(Collected data)

Segment Open

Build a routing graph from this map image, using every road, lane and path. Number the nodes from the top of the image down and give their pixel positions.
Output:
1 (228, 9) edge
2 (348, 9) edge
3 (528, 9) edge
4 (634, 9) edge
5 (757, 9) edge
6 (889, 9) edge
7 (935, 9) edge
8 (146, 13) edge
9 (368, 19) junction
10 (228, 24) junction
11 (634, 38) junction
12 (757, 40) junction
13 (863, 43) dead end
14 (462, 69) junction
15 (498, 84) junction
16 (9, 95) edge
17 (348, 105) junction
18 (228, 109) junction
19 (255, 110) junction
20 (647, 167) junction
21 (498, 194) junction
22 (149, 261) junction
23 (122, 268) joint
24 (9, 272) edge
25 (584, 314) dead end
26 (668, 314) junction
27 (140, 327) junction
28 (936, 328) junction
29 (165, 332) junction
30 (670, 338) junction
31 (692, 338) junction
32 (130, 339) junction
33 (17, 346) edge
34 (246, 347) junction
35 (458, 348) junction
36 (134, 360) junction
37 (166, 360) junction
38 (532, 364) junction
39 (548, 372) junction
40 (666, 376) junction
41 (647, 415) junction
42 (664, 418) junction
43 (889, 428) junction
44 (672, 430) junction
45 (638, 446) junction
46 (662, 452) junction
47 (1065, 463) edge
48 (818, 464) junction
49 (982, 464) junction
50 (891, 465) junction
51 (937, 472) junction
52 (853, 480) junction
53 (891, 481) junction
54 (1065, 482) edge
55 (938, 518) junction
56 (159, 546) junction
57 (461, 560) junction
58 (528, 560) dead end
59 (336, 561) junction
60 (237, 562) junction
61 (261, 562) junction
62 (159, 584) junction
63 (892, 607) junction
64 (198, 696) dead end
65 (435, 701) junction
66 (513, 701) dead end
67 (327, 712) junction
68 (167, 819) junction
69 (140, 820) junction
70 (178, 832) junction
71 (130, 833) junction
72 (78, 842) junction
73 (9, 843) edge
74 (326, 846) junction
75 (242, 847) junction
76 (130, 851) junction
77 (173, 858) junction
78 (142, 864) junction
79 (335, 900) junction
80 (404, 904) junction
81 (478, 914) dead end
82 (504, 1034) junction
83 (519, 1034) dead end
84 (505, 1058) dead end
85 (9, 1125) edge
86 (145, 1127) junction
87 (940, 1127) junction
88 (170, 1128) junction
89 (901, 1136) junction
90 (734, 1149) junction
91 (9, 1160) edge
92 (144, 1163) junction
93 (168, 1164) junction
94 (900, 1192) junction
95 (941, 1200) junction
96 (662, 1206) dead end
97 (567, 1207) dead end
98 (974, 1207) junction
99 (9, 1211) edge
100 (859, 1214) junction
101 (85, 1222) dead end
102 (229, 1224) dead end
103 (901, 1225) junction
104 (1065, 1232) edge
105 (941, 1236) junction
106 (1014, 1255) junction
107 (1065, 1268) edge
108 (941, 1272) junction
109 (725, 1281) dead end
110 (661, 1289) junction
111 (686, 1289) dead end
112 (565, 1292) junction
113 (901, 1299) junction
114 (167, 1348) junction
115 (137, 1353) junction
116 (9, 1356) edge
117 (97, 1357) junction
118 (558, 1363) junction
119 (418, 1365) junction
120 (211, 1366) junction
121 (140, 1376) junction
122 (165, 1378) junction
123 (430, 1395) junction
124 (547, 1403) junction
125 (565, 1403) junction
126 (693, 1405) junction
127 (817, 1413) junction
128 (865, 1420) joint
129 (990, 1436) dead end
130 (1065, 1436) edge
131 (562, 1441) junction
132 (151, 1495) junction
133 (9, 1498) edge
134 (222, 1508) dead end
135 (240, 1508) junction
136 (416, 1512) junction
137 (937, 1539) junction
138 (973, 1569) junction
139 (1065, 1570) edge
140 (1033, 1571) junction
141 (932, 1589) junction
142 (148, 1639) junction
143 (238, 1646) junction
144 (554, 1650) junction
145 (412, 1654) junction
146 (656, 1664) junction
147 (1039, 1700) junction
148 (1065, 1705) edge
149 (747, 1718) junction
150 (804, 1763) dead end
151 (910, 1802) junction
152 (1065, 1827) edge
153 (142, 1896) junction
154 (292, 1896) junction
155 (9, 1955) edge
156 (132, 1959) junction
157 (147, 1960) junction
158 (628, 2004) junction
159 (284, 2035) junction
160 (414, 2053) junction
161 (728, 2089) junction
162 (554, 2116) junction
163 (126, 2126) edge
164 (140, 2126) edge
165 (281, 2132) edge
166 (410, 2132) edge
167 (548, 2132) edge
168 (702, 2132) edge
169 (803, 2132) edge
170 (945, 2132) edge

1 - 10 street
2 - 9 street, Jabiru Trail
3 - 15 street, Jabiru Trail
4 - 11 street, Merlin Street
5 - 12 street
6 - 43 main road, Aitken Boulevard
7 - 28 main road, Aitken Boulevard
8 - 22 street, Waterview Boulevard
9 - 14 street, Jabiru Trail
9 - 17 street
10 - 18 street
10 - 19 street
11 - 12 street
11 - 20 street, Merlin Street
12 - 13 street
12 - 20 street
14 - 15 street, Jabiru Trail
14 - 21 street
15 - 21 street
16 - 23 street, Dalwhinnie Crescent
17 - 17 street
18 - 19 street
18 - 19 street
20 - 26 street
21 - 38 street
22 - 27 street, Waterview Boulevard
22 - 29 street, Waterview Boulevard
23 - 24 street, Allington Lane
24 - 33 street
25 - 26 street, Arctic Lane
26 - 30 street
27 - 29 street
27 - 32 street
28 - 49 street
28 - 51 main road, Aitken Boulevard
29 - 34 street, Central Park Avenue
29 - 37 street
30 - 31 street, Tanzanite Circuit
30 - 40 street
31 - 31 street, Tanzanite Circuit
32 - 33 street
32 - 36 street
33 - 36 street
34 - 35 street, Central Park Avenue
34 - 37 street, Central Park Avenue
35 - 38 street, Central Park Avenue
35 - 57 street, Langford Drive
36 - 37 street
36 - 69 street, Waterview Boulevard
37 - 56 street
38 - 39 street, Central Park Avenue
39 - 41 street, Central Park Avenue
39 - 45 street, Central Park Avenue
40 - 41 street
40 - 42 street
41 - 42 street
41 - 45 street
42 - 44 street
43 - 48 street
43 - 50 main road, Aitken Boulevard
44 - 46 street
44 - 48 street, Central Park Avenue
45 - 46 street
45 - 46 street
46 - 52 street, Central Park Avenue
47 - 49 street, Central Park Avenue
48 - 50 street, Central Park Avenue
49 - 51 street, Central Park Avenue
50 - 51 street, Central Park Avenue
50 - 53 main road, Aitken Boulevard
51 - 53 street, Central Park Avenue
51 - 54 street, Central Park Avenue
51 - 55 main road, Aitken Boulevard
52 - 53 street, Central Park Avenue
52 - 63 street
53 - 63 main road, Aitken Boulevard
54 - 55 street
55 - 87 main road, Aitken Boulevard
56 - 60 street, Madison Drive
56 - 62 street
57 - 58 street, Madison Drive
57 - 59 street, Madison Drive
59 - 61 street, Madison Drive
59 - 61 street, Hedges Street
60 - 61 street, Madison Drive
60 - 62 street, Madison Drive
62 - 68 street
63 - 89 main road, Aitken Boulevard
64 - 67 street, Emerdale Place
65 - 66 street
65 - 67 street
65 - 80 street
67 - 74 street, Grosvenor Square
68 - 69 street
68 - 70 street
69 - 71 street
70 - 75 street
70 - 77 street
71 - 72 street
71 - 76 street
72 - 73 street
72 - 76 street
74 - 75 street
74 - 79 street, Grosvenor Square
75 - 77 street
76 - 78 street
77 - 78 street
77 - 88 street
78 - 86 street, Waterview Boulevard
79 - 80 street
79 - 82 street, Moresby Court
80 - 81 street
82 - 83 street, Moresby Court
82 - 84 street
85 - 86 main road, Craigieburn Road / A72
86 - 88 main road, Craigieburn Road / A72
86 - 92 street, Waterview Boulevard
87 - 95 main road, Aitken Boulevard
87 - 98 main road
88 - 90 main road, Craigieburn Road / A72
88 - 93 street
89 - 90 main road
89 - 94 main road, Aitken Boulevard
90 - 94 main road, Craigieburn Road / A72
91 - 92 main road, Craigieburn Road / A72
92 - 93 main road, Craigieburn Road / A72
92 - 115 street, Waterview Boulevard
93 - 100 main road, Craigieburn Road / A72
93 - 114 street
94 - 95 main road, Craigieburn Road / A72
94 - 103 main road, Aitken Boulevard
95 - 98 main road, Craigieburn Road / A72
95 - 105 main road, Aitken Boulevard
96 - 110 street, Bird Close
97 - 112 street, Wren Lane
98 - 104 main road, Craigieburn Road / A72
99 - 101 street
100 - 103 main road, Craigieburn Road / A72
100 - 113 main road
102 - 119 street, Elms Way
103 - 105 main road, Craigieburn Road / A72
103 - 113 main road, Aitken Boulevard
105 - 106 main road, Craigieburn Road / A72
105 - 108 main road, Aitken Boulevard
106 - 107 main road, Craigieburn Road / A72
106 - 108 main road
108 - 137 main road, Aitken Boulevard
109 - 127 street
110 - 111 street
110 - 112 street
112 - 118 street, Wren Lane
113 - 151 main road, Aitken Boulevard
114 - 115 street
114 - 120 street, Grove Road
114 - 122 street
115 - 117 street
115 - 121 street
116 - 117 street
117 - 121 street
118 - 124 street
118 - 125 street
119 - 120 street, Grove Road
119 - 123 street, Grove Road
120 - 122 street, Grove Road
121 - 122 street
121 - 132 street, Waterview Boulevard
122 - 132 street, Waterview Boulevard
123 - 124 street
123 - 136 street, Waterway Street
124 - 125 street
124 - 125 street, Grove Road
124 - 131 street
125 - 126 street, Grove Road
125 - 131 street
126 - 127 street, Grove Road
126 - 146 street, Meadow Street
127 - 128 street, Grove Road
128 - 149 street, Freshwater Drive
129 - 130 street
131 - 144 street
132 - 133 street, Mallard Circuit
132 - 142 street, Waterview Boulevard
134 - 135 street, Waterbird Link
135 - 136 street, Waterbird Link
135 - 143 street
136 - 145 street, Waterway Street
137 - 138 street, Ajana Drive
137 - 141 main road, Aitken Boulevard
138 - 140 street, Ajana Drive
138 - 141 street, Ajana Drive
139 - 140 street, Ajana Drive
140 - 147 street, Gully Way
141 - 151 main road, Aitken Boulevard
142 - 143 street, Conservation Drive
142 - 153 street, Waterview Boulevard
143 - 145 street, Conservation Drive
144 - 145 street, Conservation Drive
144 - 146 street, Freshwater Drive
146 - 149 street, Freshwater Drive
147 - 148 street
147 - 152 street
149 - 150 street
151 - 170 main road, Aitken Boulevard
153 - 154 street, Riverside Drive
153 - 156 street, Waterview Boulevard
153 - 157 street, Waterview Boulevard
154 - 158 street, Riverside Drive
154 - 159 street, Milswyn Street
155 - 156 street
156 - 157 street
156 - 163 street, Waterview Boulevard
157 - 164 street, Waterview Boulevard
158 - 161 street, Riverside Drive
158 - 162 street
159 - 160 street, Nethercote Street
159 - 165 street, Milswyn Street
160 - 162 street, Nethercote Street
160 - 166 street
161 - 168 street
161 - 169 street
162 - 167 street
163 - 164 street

Segment Closed

** DIRECTIONS FOR THIS TASK **
Return each line from the data where the string "Riverside" can be found.

** EXERCISE RESULT **
153 - 154 street, Riverside Drive
154 - 158 street, Riverside Drive
158 - 161 street, Riverside Drive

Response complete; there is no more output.